● TASK STATEMENT:
Among the entries below, find each line holding "Kubitschek" and return it.

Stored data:
Segment Open
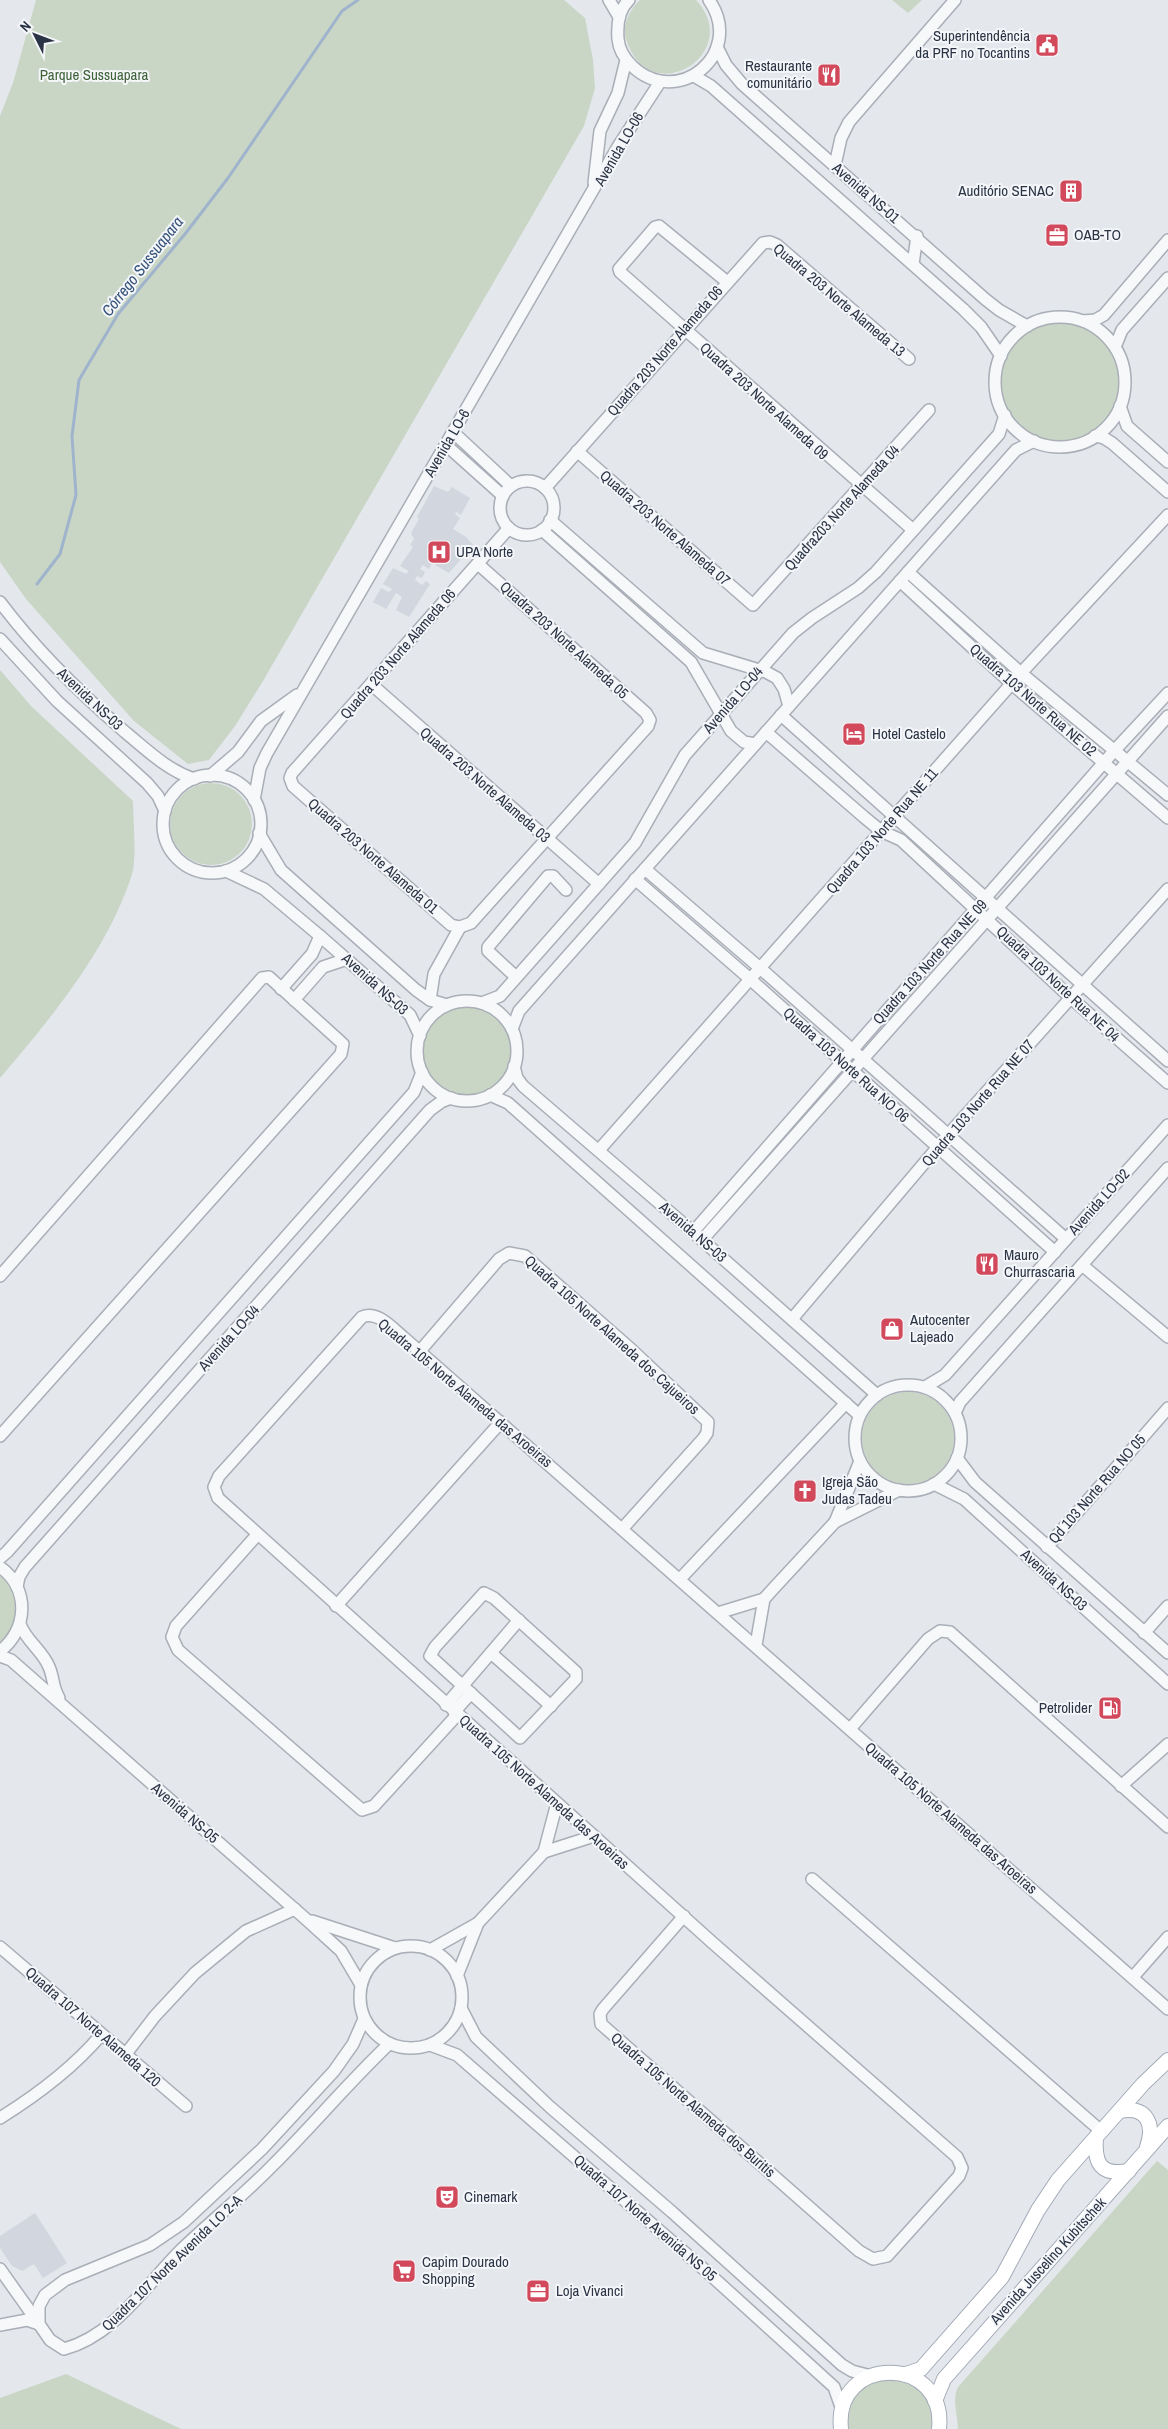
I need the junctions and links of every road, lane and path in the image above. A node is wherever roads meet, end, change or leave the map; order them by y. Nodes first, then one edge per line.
1 (609, 0) edge
2 (629, 0) edge
3 (709, 0) edge
4 (955, 0) edge
5 (619, 17) junction
6 (717, 47) junction
7 (626, 60) junction
8 (694, 76) junction
9 (660, 82) junction
10 (834, 165) junction
11 (591, 197) junction
12 (917, 236) junction
13 (1168, 240) edge
14 (768, 242) joint
15 (913, 264) junction
16 (1168, 278) edge
17 (726, 282) junction
18 (1083, 321) junction
19 (1027, 326) junction
20 (684, 330) junction
21 (1115, 347) junction
22 (1001, 356) junction
23 (909, 359) dead end
24 (1120, 406) junction
25 (929, 410) dead end
26 (1004, 415) junction
27 (453, 432) junction
28 (1096, 436) junction
29 (1034, 441) junction
30 (446, 445) junction
31 (577, 451) junction
32 (1168, 462) edge
33 (512, 486) junction
34 (860, 486) junction
35 (545, 488) junction
36 (1168, 492) edge
37 (502, 496) junction
38 (1168, 515) edge
39 (550, 520) junction
40 (509, 528) junction
41 (542, 530) junction
42 (913, 530) junction
43 (478, 564) junction
44 (904, 576) junction
45 (0, 602) edge
46 (754, 604) joint
47 (0, 639) edge
48 (760, 670) junction
49 (1022, 673) junction
50 (371, 684) junction
51 (1012, 684) junction
52 (304, 689) junction
53 (1168, 693) edge
54 (785, 710) junction
55 (721, 714) junction
56 (1168, 716) edge
57 (766, 732) junction
58 (755, 744) junction
59 (1114, 751) junction
60 (1128, 760) junction
61 (1105, 763) junction
62 (1117, 772) junction
63 (210, 776) junction
64 (194, 779) junction
65 (290, 781) joint
66 (1168, 795) edge
67 (254, 800) junction
68 (165, 811) junction
69 (894, 816) junction
70 (1168, 818) edge
71 (881, 832) junction
72 (259, 833) junction
73 (546, 840) junction
74 (645, 868) junction
75 (226, 871) junction
76 (635, 879) junction
77 (599, 884) junction
78 (1168, 889) edge
79 (566, 890) dead end
80 (986, 898) junction
81 (996, 907) junction
82 (976, 909) junction
83 (986, 918) junction
84 (460, 927) junction
85 (320, 936) junction
86 (347, 959) junction
87 (760, 968) junction
88 (516, 977) junction
89 (750, 979) junction
90 (1083, 984) junction
91 (281, 989) junction
92 (1072, 998) junction
93 (294, 1000) junction
94 (430, 1000) junction
95 (482, 1003) junction
96 (447, 1006) junction
97 (512, 1029) junction
98 (420, 1036) junction
99 (851, 1050) junction
100 (861, 1059) junction
101 (842, 1060) junction
102 (1168, 1061) edge
103 (514, 1066) junction
104 (852, 1070) junction
105 (422, 1072) junction
106 (1168, 1083) edge
107 (490, 1095) junction
108 (451, 1098) junction
109 (1168, 1124) edge
110 (948, 1135) junction
111 (938, 1148) junction
112 (599, 1150) junction
113 (1168, 1168) edge
114 (698, 1236) junction
115 (1066, 1239) junction
116 (1055, 1252) junction
117 (1082, 1266) junction
118 (0, 1276) edge
119 (792, 1319) junction
120 (1168, 1337) edge
121 (420, 1351) junction
122 (925, 1387) junction
123 (877, 1395) junction
124 (846, 1403) junction
125 (1168, 1408) edge
126 (955, 1413) junction
127 (859, 1415) junction
128 (501, 1422) junction
129 (0, 1436) edge
130 (957, 1458) junction
131 (860, 1460) junction
132 (934, 1484) junction
133 (899, 1490) junction
134 (835, 1522) junction
135 (623, 1528) junction
136 (257, 1535) junction
137 (1047, 1547) junction
138 (0, 1558) edge
139 (0, 1567) edge
140 (680, 1579) junction
141 (18, 1587) junction
142 (764, 1599) junction
143 (336, 1606) junction
144 (1168, 1606) edge
145 (718, 1613) junction
146 (518, 1620) junction
147 (20, 1624) junction
148 (1144, 1633) junction
149 (756, 1646) junction
150 (1166, 1648) edge
151 (0, 1651) edge
152 (491, 1652) junction
153 (0, 1656) edge
154 (1168, 1684) edge
155 (467, 1690) junction
156 (64, 1706) junction
157 (552, 1706) junction
158 (452, 1711) junction
159 (850, 1729) junction
160 (1168, 1744) edge
161 (1121, 1786) junction
162 (557, 1803) junction
163 (1168, 1827) edge
164 (594, 1836) junction
165 (544, 1852) junction
166 (812, 1879) dead end
167 (295, 1909) junction
168 (684, 1916) junction
169 (307, 1920) junction
170 (478, 1923) junction
171 (1168, 1937) edge
172 (0, 1947) edge
173 (395, 1948) junction
174 (430, 1950) junction
175 (457, 1976) junction
176 (1133, 1977) junction
177 (361, 1985) junction
178 (461, 2008) junction
179 (1168, 2009) edge
180 (364, 2019) junction
181 (101, 2034) junction
182 (389, 2044) junction
183 (430, 2045) junction
184 (125, 2055) junction
185 (1168, 2060) edge
186 (186, 2106) dead end
187 (1120, 2111) junction
188 (0, 2118) edge
189 (1168, 2126) edge
190 (1099, 2134) junction
191 (1146, 2150) junction
192 (1129, 2171) junction
193 (868, 2257) joint
194 (0, 2269) edge
195 (40, 2324) junction
196 (0, 2325) edge
197 (906, 2374) junction
198 (871, 2376) junction
199 (935, 2401) junction
200 (842, 2410) junction
201 (841, 2429) edge
202 (938, 2429) edge

1 - 5 street
2 - 5 street
3 - 6 street
4 - 10 street
5 - 7 street
6 - 8 street
6 - 10 street, Avenida NS-01
7 - 9 street
7 - 11 street, Avenida LO-06
8 - 9 street
8 - 15 street, Avenida NS-01
9 - 11 street, Avenida LO-06
10 - 12 street, Avenida NS-01
11 - 27 street, Avenida LO-6
12 - 15 street
12 - 19 street, Avenida NS-01
13 - 18 street
14 - 17 street, Quadra 203 Norte Alameda 06
14 - 23 street, Quadra 203 Norte Alameda 13
15 - 22 street, Avenida NS-01
16 - 21 street
17 - 20 street, Quadra 203 Norte Alameda 06
17 - 20 street, Quadra 203 Norte Alameda 09
18 - 19 street
18 - 21 street
19 - 22 street
20 - 31 street, Quadra 203 Norte Alameda 06
20 - 34 street, Quadra 203 Norte Alameda 09
21 - 24 street
22 - 26 street
24 - 28 street
24 - 32 street
25 - 34 street, Quadra203 Norte Alameda 04
26 - 29 street
26 - 42 street, Avenida LO-04
27 - 30 street, Avenida LO-6
27 - 33 street
28 - 29 street
28 - 36 street
29 - 44 street
30 - 37 street
30 - 52 street, Avenida LO-6
31 - 35 street, Quadra 203 Norte Alameda 06
31 - 46 street, Quadra 203 Norte Alameda 07
33 - 35 street
33 - 37 street
34 - 42 street, Quadra 203 Norte Alameda 09
34 - 46 street, Quadra203 Norte Alameda 04
35 - 39 street
37 - 40 street
38 - 49 street, Quadra 103 Norte Rua NE 11
39 - 41 street
39 - 48 street
40 - 41 street
40 - 43 street, Quadra 203 Norte Alameda 06
41 - 55 street
42 - 48 street, Avenida LO-04
43 - 50 street, Quadra 203 Norte Alameda 06
43 - 73 street, Quadra 203 Norte Alameda 05
44 - 49 street, Quadra 103 Norte Rua NE 02
44 - 51 street, Quadra 103 Norte Rua NE 02
44 - 54 street
45 - 64 street, Avenida NS-03
47 - 68 street, Avenida NS-03
48 - 54 street
48 - 55 street, Avenida LO-04
49 - 51 street, Quadra 103 Norte Rua NE 11
49 - 59 street, Quadra 103 Norte Rua NE 02
50 - 65 street, Quadra 203 Norte Alameda 06
50 - 73 street, Quadra 203 Norte Alameda 03
51 - 61 street, Quadra 103 Norte Rua NE 02
51 - 69 street, Quadra 103 Norte Rua NE 11
52 - 63 street
52 - 67 street
53 - 59 street, Quadra 103 Norte Rua NE 09
54 - 57 street
54 - 69 street
55 - 58 street
55 - 77 street, Avenida LO-04
56 - 60 street, Quadra 103 Norte Rua NE 09
57 - 58 street
57 - 71 street, Quadra 103 Norte Rua NE 04
58 - 74 street
59 - 60 street, Quadra 103 Norte Rua NE 02
59 - 61 street, Quadra 103 Norte Rua NE 09
60 - 62 street, Quadra 103 Norte Rua NE 09
60 - 66 street, Quadra 103 Norte Rua NE 02
61 - 62 street, Quadra 103 Norte Rua NE 02
61 - 80 street, Quadra 103 Norte Rua NE 09
62 - 70 street, Quadra 103 Norte Rua NE 02
62 - 81 street, Quadra 103 Norte Rua NE 09
63 - 64 street, Avenida NS-03
63 - 67 street, Avenida NS-03
64 - 68 street, Avenida NS-03
65 - 84 street, Quadra 203 Norte Alameda 01
67 - 72 street, Avenida NS-03
68 - 75 street, Avenida NS-03
69 - 71 street, Quadra 103 Norte Rua NE 11
69 - 80 street
71 - 82 street, Quadra 103 Norte Rua NE 04
71 - 87 street, Quadra 103 Norte Rua NE 11
72 - 75 street, Avenida NS-03
72 - 94 street, Avenida NS-03
73 - 77 street, Quadra 203 Norte Alameda 03
73 - 84 street
74 - 76 street
74 - 87 street, Quadra 103 Norte Rua NO 06
75 - 85 street, Avenida NS-03
76 - 89 street, Quadra 103 Norte Rua NO 06
76 - 97 street
77 - 88 street, Avenida LO-04
78 - 90 street, Quadra 103 Norte Rua NE 07
79 - 88 street
80 - 81 street
80 - 82 street, Quadra 103 Norte Rua NE 09
81 - 83 street, Quadra 103 Norte Rua NE 09
81 - 90 street
82 - 83 street, Quadra 103 Norte Rua NE 04
82 - 99 street, Quadra 103 Norte Rua NE 09
83 - 92 street, Quadra 103 Norte Rua NE 04
83 - 100 street, Quadra 103 Norte Rua NE 09
84 - 94 street
85 - 86 street, Avenida NS-03
85 - 91 street
86 - 93 street
86 - 98 street, Avenida NS-03
87 - 89 street, Quadra 103 Norte Rua NE 11
87 - 99 street, Quadra 103 Norte Rua NO 06
88 - 95 street, Avenida LO-04
89 - 101 street, Quadra 103 Norte Rua NO 06
89 - 112 street, Quadra 103 Norte Rua NE 11
90 - 92 street, Quadra 103 Norte Rua NE 07
90 - 102 street
91 - 93 street
91 - 118 street
92 - 106 street, Quadra 103 Norte Rua NE 04
92 - 110 street, Quadra 103 Norte Rua NE 07
93 - 129 street
94 - 96 street, Avenida NS-03
95 - 96 street, Avenida NS-03
95 - 97 street
96 - 98 street, Avenida NS-03
97 - 103 street
98 - 105 street, Avenida NS-03
99 - 100 street, Quadra 103 Norte Rua NO 06
99 - 101 street, Quadra 103 Norte Rua NE 09
100 - 104 street, Quadra 103 Norte Rua NE 09
100 - 110 street, Quadra 103 Norte Rua NO 06
101 - 104 street, Quadra 103 Norte Rua NO 06
101 - 114 street, Quadra 103 Norte Rua NE 09
103 - 107 street
103 - 112 street, Avenida NS-03
104 - 111 street, Quadra 103 Norte Rua NO 06
104 - 114 street, Quadra 103 Norte Rua NE 09
105 - 108 street
105 - 138 street, Avenida LO-04
107 - 108 street
107 - 124 street, Avenida NS-03
108 - 141 street, Avenida LO-04
109 - 115 street, Avenida LO-02
110 - 111 street, Quadra 103 Norte Rua NE 07
110 - 115 street, Quadra 103 Norte Rua NO 06
111 - 116 street, Quadra 103 Norte Rua NO 06
111 - 119 street, Quadra 103 Norte Rua NE 07
112 - 114 street, Avenida NS-03
113 - 117 street, Avenida LO-02
114 - 119 street, Avenida NS-03
115 - 116 street, Avenida LO-02
116 - 122 street, Avenida LO-02
117 - 120 street
117 - 126 street, Avenida LO-02
119 - 123 street, Avenida NS-03
121 - 128 street, Quadra 105 Norte Alameda das Aroeiras
121 - 135 street, Quadra 105 Norte Alameda dos Cajueiros
121 - 136 street, Quadra 105 Norte Alameda das Aroeiras
122 - 123 street
122 - 126 street
123 - 127 street
124 - 127 street, Avenida NS-03
124 - 140 street
125 - 137 street, Qd 103 Norte Rua NO 05
126 - 130 street
127 - 131 street
128 - 135 street, Quadra 105 Norte Alameda das Aroeiras
128 - 143 street
130 - 132 street
130 - 137 street, Avenida NS-03
131 - 133 street
131 - 134 street
132 - 133 street
132 - 154 street, Avenida NS-03
133 - 134 street
134 - 142 street
135 - 140 street, Quadra 105 Norte Alameda das Aroeiras
136 - 143 street, Quadra 105 Norte Alameda das Aroeiras
136 - 158 street
137 - 148 street, Avenida NS-03
139 - 141 street
140 - 145 street, Quadra 105 Norte Alameda das Aroeiras
141 - 147 street
142 - 145 street
142 - 149 street
143 - 158 street, Quadra 105 Norte Alameda das Aroeiras
144 - 148 street
145 - 149 street, Quadra 105 Norte Alameda das Aroeiras
146 - 152 street
146 - 155 street
146 - 157 street
147 - 151 street
147 - 156 street, Avenida NS-05
148 - 150 street, Avenida NS-03
149 - 159 street, Quadra 105 Norte Alameda das Aroeiras
152 - 155 street
152 - 157 street
153 - 156 street, Avenida NS-05
155 - 157 street
155 - 158 street
156 - 167 street, Avenida NS-05
158 - 162 street, Quadra 105 Norte Alameda das Aroeiras
159 - 161 street
159 - 176 street, Quadra 105 Norte Alameda das Aroeiras
160 - 161 street
161 - 163 street
162 - 164 street, Quadra 105 Norte Alameda das Aroeiras
162 - 165 street
164 - 165 street
164 - 168 street, Quadra 105 Norte Alameda das Aroeiras
165 - 170 street
166 - 190 street
167 - 169 street, Avenida NS-05
167 - 184 street
168 - 193 street, Quadra 105 Norte Alameda dos Buritís
168 - 193 street, Quadra 105 Norte Alameda das Aroeiras
169 - 173 street
169 - 177 street
170 - 174 street
170 - 175 street
171 - 176 street
172 - 181 street, Quadra 107 Norte Alameda 120
173 - 174 street
173 - 177 street
174 - 175 street
175 - 178 street
176 - 179 street, Quadra 105 Norte Alameda das Aroeiras
177 - 180 street
178 - 183 street
178 - 198 street, Quadra 107 Norte Avenida NS 05
180 - 182 street
180 - 195 street, Quadra 107 Norte Avenida LO 2-A
181 - 184 street, Quadra 107 Norte Alameda 120
181 - 188 street
182 - 183 street
182 - 195 street, Quadra 107 Norte Avenida LO 2-A
183 - 200 street, Quadra 107 Norte Avenida NS 05
184 - 186 street, Quadra 107 Norte Alameda 120
185 - 187 main road, Avenida Juscelino Kubitschek
187 - 190 main road, Avenida Juscelino Kubitschek
187 - 191 main road
189 - 191 main road, Avenida Juscelino Kubitschek
190 - 192 main road
190 - 197 main road, Avenida Juscelino Kubitschek
191 - 192 main road, Avenida Juscelino Kubitschek
192 - 199 main road, Avenida Juscelino Kubitschek
194 - 195 street
195 - 196 street
197 - 198 main road
197 - 199 main road
198 - 200 main road
199 - 202 main road
200 - 201 main road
Segment Closed
● ANSWER TO THIS TASK:
185 - 187 main road, Avenida Juscelino Kubitschek
187 - 190 main road, Avenida Juscelino Kubitschek
189 - 191 main road, Avenida Juscelino Kubitschek
190 - 197 main road, Avenida Juscelino Kubitschek
191 - 192 main road, Avenida Juscelino Kubitschek
192 - 199 main road, Avenida Juscelino Kubitschek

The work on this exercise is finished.